Topic 21 Hypothesis Testing

Learning Goals

  • Explain the logic of hypothesis testing
  • Conduct hypothesis tests in the context of regression models to answer research questions
  • Relate hypothesis testing to confidence interval procedures
  • Interpret quantities related to hypothesis testing





Discussion

When we fit regression models in R and display the summary() output, the Coefficients table gives two new quantities used in hypothesis testing. By default, a null value of zero is used (i.e., \(H_0: \beta=0\)).

For linear regression models:

  • t value: the test statistic called “t” because the sampling distribution of these test statistics follows a t distribution (very closely related to the normal distribution)
  • Pr(>|t|): shorthand for probability that the test statistic is larger in absolute value than the observed test statistic \(t\) (\(|t|\) represents the absolute value of \(t\)). This is the two-sided p-value for the test.
> lm(Price ~ Age, data = homes) %>% summary()

Coefficients:
             Estimate Std. Error t value Pr(>|t|)    
(Intercept) 229728.46    3218.18  71.385  < 2e-16 ***
Age               ???      79.66  -7.987  2.5e-15 ***

Question: The estimate for Age was deleted by accident! Are we able to fill in that missing information? Why or why not?



For logistic regression models, the “t” is instead a “z” because the sampling distribution of coefficients is the normal distribution. (Usually quantities that follow a normal distribution are denoted by “z”.)

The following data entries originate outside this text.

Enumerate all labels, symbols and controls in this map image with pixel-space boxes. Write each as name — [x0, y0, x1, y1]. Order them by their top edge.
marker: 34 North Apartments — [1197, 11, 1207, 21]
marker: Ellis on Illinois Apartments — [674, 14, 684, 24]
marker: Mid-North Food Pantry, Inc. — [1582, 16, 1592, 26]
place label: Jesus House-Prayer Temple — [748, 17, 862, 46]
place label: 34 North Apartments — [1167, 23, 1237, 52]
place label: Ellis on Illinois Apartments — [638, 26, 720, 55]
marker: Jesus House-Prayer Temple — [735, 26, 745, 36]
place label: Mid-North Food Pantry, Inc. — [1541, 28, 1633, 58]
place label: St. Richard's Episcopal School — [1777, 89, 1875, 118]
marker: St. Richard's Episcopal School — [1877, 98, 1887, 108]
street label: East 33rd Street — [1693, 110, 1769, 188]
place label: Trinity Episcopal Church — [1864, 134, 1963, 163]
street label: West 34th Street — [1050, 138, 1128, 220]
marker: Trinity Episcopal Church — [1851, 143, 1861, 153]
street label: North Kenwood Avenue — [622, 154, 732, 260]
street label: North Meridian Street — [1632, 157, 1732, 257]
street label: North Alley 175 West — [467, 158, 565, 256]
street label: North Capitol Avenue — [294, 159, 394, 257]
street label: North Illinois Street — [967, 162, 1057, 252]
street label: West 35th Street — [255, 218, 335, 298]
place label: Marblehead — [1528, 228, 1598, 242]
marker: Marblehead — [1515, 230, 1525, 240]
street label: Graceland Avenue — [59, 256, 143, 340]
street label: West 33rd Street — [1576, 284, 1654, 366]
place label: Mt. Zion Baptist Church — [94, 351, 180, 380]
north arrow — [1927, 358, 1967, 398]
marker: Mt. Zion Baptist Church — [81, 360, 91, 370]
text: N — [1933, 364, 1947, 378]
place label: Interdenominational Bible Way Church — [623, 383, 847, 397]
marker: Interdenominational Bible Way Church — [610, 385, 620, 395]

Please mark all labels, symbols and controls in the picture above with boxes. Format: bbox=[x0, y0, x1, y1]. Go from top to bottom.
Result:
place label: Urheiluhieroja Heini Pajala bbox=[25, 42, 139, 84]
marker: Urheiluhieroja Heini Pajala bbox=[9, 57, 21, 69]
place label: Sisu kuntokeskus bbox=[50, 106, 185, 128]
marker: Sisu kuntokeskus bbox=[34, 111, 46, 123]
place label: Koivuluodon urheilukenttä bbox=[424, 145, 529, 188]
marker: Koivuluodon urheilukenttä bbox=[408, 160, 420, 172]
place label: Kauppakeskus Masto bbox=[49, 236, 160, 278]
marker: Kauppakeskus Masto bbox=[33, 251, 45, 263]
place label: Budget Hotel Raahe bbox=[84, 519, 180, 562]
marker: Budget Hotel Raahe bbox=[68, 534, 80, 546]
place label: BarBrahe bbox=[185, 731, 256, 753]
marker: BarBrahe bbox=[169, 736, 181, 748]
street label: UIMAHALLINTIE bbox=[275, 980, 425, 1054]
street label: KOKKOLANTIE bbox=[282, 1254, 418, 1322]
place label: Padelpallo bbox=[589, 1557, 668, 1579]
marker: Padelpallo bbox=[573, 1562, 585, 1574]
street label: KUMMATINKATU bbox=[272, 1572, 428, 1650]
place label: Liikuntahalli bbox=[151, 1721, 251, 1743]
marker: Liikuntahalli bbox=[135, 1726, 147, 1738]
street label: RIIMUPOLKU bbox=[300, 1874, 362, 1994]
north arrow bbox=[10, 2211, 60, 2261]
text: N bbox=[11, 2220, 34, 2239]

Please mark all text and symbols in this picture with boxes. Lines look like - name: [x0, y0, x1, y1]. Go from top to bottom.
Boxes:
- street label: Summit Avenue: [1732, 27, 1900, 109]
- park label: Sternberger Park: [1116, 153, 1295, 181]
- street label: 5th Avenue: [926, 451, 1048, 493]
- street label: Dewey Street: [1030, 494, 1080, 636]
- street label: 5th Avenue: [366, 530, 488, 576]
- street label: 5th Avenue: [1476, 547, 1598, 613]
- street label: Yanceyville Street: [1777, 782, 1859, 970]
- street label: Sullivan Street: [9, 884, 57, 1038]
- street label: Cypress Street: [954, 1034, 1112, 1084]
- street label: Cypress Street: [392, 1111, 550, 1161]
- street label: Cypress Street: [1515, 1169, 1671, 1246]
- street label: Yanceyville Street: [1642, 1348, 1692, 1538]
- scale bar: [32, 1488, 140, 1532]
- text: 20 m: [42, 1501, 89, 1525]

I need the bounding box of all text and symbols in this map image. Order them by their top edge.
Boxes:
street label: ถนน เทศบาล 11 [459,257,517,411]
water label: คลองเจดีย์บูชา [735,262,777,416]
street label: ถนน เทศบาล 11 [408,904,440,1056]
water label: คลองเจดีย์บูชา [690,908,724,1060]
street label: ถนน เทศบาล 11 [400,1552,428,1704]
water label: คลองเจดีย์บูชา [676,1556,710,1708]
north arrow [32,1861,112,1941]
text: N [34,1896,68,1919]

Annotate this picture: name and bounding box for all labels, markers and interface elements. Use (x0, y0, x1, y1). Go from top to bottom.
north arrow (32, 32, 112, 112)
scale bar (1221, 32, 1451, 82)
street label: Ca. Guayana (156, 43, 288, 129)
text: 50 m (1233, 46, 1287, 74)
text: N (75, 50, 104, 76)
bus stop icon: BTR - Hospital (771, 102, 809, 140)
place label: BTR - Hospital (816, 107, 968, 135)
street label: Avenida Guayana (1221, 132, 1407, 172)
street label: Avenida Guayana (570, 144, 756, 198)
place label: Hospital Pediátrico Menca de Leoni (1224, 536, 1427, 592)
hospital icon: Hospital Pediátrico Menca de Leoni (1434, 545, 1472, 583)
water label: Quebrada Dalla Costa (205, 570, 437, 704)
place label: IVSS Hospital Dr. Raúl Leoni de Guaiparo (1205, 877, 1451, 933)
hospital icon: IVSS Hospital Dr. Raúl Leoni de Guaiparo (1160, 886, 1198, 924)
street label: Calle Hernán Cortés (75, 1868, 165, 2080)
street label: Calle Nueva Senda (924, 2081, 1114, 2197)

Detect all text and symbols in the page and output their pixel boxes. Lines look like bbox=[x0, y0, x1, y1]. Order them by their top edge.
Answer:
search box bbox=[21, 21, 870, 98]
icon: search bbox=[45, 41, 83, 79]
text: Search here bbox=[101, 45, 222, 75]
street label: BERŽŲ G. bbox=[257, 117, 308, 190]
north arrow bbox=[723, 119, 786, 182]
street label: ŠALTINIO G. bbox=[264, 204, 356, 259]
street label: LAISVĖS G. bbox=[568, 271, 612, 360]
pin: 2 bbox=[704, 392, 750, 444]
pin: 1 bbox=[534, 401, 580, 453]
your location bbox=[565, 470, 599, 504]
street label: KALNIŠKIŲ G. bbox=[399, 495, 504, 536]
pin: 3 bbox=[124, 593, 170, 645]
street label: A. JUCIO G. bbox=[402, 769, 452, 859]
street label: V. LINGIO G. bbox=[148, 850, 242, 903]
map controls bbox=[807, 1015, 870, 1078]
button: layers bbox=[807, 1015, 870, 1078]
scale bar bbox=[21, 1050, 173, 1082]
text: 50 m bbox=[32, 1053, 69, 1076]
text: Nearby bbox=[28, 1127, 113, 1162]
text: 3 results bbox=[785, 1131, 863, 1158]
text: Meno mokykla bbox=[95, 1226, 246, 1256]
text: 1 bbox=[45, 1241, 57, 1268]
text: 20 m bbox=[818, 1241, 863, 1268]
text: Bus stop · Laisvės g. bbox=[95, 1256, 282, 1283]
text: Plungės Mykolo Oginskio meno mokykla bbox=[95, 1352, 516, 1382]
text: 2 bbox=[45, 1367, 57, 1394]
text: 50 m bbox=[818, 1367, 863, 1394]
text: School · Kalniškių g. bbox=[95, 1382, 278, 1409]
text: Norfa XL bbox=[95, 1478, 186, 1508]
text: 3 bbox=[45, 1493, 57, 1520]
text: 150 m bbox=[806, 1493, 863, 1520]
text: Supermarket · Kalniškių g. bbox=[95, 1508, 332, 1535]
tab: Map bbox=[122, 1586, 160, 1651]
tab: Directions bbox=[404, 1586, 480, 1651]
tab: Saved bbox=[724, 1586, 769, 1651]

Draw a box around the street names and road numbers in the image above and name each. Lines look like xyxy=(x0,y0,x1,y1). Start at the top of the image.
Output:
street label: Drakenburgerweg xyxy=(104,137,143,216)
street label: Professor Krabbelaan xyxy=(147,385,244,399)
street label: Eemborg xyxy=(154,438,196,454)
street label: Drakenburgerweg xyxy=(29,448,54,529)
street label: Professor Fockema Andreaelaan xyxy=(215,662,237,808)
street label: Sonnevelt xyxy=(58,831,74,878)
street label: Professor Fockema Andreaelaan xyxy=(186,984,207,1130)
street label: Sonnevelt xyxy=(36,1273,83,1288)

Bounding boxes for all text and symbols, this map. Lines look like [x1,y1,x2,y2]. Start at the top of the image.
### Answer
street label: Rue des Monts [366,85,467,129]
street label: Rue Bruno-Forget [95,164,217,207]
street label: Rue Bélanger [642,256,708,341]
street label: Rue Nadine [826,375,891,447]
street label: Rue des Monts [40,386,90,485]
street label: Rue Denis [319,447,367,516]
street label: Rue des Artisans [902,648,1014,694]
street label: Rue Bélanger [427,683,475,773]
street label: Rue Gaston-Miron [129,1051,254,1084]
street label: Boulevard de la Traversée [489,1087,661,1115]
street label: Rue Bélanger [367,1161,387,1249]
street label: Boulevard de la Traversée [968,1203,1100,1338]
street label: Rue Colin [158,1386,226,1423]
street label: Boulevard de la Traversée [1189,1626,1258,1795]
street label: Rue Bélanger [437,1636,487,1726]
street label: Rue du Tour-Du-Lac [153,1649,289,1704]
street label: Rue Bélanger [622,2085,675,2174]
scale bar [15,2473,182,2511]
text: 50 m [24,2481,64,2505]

> glm(smoke ~ exposure, data = addhealth, family = "binomial") %>% summary()

Coefficients:
            Estimate Std. Error z value Pr(>|z|)    
(Intercept) -0.86275    0.05805 -14.862  < 2e-16 ***
exposure     0.91318    0.19237   4.747 2.06e-06 ***



We noted in the video that both confidence intervals and hypothesis tests can answer questions about whether we have evidence for real, meaningful broader population effects.

It turns out that decisions made from hypothesis tests with a significance level of \(\alpha\) are equivalent to the corresponding \(100(1-\alpha)\%\) CI.

  • e.g., Conducting a hypothesis test with a significance level of \(\alpha = 0.05\) is equivalent to conclusion from a 95% CI





Exercises

A template RMarkdown document that you can start from is available here.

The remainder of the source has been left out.